Qiu Bo (; born 31 January 1993) is a Chinese diver. He won the silver medal in the 10 metre platform event at the 2012 Summer Olympics. He is a four-time world champion at the World Aquatics Championships, winning the gold medal three times in the 10m platform event, consecutively in 2011, 2013 and 2015, and winning the gold medal in the synchronized 10m event in 2011.

Early life 
Born in Neijiang, Sichuan, Qiu started diving at the age of 7. His diving career began when a coach spotted him bouncing on a trampoline and drafted him into a state sports school. In 2002, Qiu considered quitting the sport when his family could no longer afford his schooling. His coach convinced him to continue and used his own money to finance Qiu's development.

Diving career 
Qiu is part of the China National Diving Team since 2008. During the 2010 Summer Youth Olympics, he won a pair of gold medals in both the 3m springboard and 10m platform competitions. In the 2011 FINA Diving World Series, Qiu achieved his career high with a historic score of 609.20 in the 10m platform event, where he received 25 perfect 10s from the judges. He also became the first diver in history to surpass 600 points in an international competition since the regulation was introduced. Later that year, FINA named Qiu as the Male Diver of the Year. In the 2015 FINA Diving World Series, Qiu broke his previous record and achieved a new personal best with a score of 612.75.

Olympic Games 
Qiu competed in the 2012 Summer Olympics and received a silver medal in the 10 metre platform competition. Despite ranking first in the preliminary round and the semifinals, he ultimately placed second behind American diver David Boudia during the finals. His final score of 566.85 was just 1.8 points behind Boudia's 568.65.

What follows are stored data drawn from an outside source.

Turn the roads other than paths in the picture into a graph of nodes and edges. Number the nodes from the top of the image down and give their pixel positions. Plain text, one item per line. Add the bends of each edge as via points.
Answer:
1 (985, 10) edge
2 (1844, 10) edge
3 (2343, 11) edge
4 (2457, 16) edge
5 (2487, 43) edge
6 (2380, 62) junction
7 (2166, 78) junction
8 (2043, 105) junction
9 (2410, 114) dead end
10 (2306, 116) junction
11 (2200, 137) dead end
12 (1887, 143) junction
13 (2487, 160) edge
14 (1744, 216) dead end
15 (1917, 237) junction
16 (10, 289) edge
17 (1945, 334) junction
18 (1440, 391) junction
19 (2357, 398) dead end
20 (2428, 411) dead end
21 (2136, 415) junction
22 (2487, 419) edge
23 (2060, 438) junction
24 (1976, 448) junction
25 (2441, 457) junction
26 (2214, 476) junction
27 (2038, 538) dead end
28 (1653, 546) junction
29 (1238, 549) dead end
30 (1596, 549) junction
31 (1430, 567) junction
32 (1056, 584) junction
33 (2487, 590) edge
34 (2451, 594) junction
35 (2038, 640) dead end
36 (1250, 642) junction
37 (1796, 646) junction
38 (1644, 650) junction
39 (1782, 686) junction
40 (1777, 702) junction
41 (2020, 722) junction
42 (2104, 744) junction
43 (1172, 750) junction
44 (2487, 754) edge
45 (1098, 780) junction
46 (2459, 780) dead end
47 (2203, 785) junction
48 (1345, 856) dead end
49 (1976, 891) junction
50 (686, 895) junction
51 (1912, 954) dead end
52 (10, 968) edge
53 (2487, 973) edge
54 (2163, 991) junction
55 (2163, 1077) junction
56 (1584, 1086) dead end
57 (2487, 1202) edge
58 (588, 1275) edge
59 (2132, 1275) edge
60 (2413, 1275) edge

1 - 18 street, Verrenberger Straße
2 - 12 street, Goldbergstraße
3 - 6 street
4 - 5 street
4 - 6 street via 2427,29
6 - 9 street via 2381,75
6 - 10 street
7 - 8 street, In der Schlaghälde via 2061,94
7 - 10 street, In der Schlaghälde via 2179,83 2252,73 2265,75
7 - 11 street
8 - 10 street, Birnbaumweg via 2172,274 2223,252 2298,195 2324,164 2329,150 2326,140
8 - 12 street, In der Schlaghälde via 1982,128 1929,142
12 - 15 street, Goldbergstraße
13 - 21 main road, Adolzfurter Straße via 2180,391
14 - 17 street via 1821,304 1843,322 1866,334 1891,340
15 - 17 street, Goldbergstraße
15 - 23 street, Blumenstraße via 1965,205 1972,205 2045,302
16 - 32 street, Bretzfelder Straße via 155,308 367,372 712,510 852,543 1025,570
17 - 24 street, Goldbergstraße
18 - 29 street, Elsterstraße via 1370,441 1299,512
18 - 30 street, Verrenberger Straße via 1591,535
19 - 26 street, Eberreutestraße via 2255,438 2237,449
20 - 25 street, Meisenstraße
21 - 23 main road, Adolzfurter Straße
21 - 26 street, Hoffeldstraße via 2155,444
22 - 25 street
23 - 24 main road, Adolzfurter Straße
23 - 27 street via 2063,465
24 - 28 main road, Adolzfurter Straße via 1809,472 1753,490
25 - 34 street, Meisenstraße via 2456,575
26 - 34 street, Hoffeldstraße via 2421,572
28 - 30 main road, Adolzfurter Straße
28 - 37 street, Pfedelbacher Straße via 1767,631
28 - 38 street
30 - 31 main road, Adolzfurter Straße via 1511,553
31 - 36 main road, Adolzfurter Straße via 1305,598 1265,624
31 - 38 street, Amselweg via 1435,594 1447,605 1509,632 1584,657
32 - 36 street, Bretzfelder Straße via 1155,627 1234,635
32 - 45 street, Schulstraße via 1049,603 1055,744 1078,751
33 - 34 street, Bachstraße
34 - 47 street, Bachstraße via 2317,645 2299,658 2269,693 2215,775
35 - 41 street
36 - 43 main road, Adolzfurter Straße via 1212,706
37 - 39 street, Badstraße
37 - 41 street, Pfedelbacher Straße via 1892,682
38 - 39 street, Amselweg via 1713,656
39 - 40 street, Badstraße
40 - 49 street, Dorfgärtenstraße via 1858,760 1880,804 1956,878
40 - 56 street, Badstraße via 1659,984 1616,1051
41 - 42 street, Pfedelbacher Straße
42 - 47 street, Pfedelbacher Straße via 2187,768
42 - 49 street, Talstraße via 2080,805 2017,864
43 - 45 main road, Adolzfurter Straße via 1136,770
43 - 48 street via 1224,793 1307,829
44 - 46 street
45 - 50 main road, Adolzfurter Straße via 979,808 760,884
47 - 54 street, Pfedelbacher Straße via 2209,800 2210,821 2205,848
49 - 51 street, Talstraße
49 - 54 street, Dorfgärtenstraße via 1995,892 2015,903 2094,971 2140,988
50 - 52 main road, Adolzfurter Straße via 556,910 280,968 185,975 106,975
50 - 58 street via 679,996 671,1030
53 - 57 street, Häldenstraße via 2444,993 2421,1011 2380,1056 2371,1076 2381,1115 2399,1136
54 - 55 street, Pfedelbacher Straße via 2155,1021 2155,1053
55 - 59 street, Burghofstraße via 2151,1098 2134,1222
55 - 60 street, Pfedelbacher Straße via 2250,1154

Four years later, Qiu competed in the 2016 Summer Olympics in the 10 metre platform competition. Despite ranking second in the preliminary round and the semifinals, he had misses in two of his dives and ultimately placed sixth behind Chinese diver Chen Aisen in the finals. Qiu accumulated a final score of 488.20, including a third dive that received 10s from all seven judges.

World Championships 
Qiu rose to prominence during the 2009 World Aquatics Championships, where he won a silver medal in the 10 metre platform event. In 2011, he won gold medals in both the 10m individual event and the 10m synchro event with his partner Huo Liang. In 2013, Qiu continued his victorious streak by winning another gold medal in the 10m platform competition. Two years later, he repeated his success and won his third consecutive gold medal during the 2015 World Aquatics Championships. Qiu and American diver Greg Louganis are the only men to win the world championship title at this event for three successive times. In 2017, Qiu only participated in the mixed team event, where he came in sixth place.

Diving World Cup 
Qiu competed in the 10m platform event at the FINA Diving World Cup on four occasions, achieving a podium finish every time. He won a gold medal in the years 2012 and 2016. He also won a silver medal in 2014, along with a bronze medal in 2010.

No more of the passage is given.